Reg hesitated. Sarah had felt it necessary to protect her, and it had obviously worked. But why? Why was she so concerned about Reg getting closer to the warlock?
“If you didn’t know about it and didn’t ask her for it, then take it off,” Corvin challenged.
In the back of her mind, Reg remembered that she had talked with Sarah about getting a ward to discourage Corvin’s advances. Not when she had been getting dressed for the date, but the day before, in the car with Letticia. She hadn’t actually asked Sarah for it, and Sarah had said nothing about it when helping Reg to dress for the date.

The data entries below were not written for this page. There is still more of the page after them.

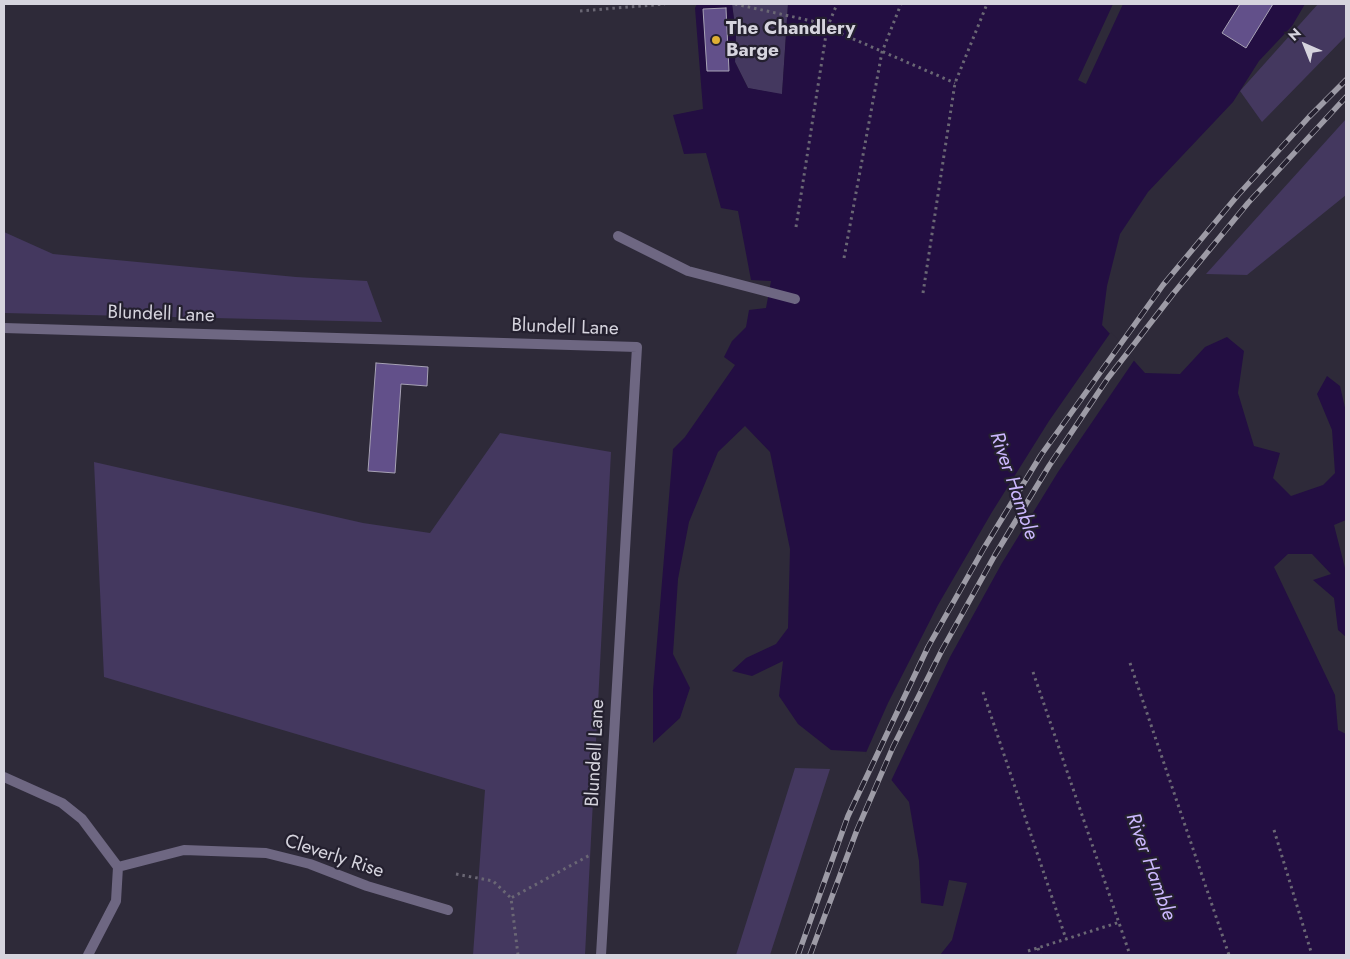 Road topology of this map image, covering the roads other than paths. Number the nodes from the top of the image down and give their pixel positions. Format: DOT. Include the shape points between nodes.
graph roads {
  1 [pos="618,236"];
  2 [pos="795,299"];
  3 [pos="4,328"];
  4 [pos="4,777"];
  5 [pos="118,867"];
  6 [pos="448,910"];
  7 [pos="88,955"];
  8 [pos="602,955"];
  1 -- 2 [label="street" via="688,271"];
  3 -- 8 [label="street, Blundell Lane" via="637,347"];
  4 -- 5 [label="street" via="62,803 82,819"];
  5 -- 6 [label="street, Cleverly Rise" via="184,850 266,853 310,864 367,886"];
  5 -- 7 [label="street" via="116,901"];
}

Under Corvin’s angry glare, Reg reached behind her neck for the clasp. She would show him that she could be trusted and that she hadn’t intended to harm him or to keep him away from her with the ward. Then he would calm down and wouldn’t be angry toward her. She could feel that warm, enveloping feeling again.
She fumbled with the catch, feeling its shape and trying to figure out how to release it. It didn’t feel like any of the clasps that were standard on the jewelry she wore. It must be older, a different kind of clasp that she wasn’t familiar with.

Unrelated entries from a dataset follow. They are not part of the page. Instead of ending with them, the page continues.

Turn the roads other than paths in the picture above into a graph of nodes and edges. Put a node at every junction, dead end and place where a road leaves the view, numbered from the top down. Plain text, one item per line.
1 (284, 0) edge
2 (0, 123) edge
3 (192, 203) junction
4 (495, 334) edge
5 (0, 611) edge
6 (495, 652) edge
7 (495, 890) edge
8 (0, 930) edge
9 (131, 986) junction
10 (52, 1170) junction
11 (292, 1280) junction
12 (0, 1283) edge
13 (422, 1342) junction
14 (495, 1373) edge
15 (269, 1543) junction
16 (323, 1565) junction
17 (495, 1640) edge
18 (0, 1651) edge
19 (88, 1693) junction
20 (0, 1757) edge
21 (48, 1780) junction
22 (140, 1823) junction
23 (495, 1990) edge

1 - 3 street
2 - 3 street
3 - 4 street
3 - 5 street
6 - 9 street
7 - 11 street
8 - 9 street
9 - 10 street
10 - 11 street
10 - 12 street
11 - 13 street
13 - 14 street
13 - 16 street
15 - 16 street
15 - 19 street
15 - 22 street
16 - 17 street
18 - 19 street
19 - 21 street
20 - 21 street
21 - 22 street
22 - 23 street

“Can you do it?” she asked Corvin, swiveling her body to put it within his reach.
He moved back, his breath hissing out. “No. I can’t touch it.”
“Can you see how to open it? I can’t work it out.”
He remained apart from her, shaking his head and not attempting to touch it or to describe it to her. Reg slid the chain around her neck until the catch was at the front near the locket so she could see how to open it. She thumbed the spring-loaded catch, but it wouldn’t move. She wiggled it and worked her nail under it and tried to find a way to release it.
“How did you get it on?” Corvin demanded, watching her attempts. “Just reverse the process.”
“I didn’t put it on.”
Reg remembered Sarah’s comment that it had a sticky catch, and that she was the one who had draped it around Reg’s neck, done it up, and then patted it when she had it in place. “That should do it.”
“Sarah did,” Corvin deduced.
Reg nodded, letting go of the necklace.
“Take it off over your head.”
Reg attempted to do so, but in spite of the fact that she was sure it was large enough to be taken off without undoing it first, she wasn’t able to get it off. She looked at Corvin helplessly.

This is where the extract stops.